Describe how you would purify a solid product.
- Allow the reaction mixture to cool.
- Filter mixture under REDUCED pressure and leave impure product to dry.
Recrystallisation:
- Transfer impure solid into a boiling tube
- Dissolve in the minimum volume of hot solvent
- Filter the hot solution
- All filtrate to cool at room temperature
- Place filtrate in an ice bath- crystals will start to form.
- Filter under REDUCED pressure again. Rinse with cold water and dry.
- Recrystallise and filter under reduced pressure again.
Describe how you would obtain the melting point of a solid.
Using a Thiele tube:
- Take a glass capillary tube, hold the end and rotate on a hot flame from a Bunsen burner. Do so until the tube is sealed.
- Leave tube to cool.
- Fill tube with sample, to around 3mm. Ensure the sample is dry and free flowing.
- Set up the Thiele tube and attach the capillary tube, containing the sample, with a rubber band.
- Insert the thermometer into the hole of the cork, ensuring the tip is touch the liquid.
- Heat the side arm of the Thiele tube SLOWLY with a micro-burner and observe the solid.
- Stop heating when the solid starts melting and take out the thermometer immediately, to record the temperature.
Repeat the experiment a few times to get a more precise reading.
Describe the method to identify an unknown Group 2 metal.
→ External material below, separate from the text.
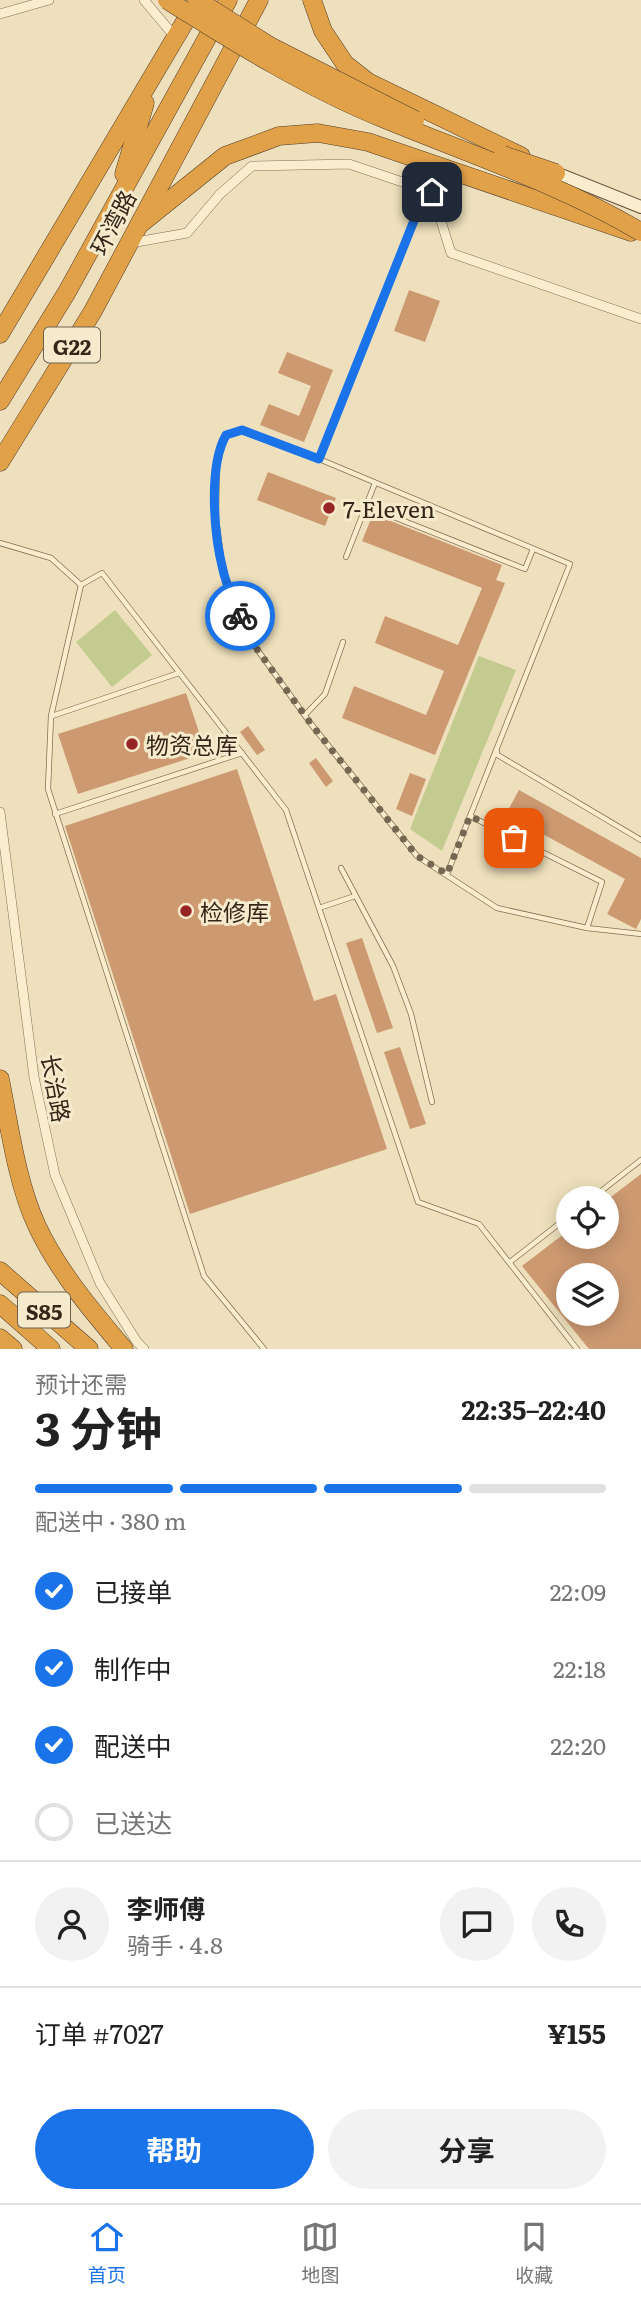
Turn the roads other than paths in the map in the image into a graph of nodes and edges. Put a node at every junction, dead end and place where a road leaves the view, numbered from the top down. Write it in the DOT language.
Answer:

Equipment: Conical flask Bung Delivery tube Gas syringe Balance
- Weigh a sample of the unknown metal with a balance.
- Add 25cm3 of 1mol dm-3 of HCl to the conical flask.
- Add metal to the acid and quickly placed the bung.
- Measure the volume of H2 collected in the gas syringe/ Take measurement when no more gas is produced.
Moles of H2 = moles of metal
Mr of metal = mass of metal/ moles of metal
Describe how you would carry out an acid-base titration.
- Measure the volume of one solution (i.e acid) using a pipette and place in a conical flask. Add a few drops of indicator into conical flask.
- Add the other solution (i.e alkali) into burette and record the volume to the nearest 0.05cm3.
- Run the solution in the burette into the conical flask, whilst swirling the conical flask. The indicator will change colour at the end point. Stop running the solution from the burette.
- Record the end volume in the burette and calculate the titre: initial volume- final volume.
- Repeat experiment until at least 2 titres are concordant- agree to within 0.10 cm3
Describe how you can calculate the initial rate of reaction in a reaction where gas is produced.
Equipment: Conical flask Delivery tube Gas syringe Bung Stopwatch Balance
- Reactants are added to conical flask with bung placed quickly. A stopwatch is started.
- The volume of gas produced is recorded at regular intervals, like 20 secs.
- Reaction is complete when no more gas is produced.
- A graph is plotted to show time against volume of gas produced.
- Initial rate is calculated by drawing a tangent at t=0.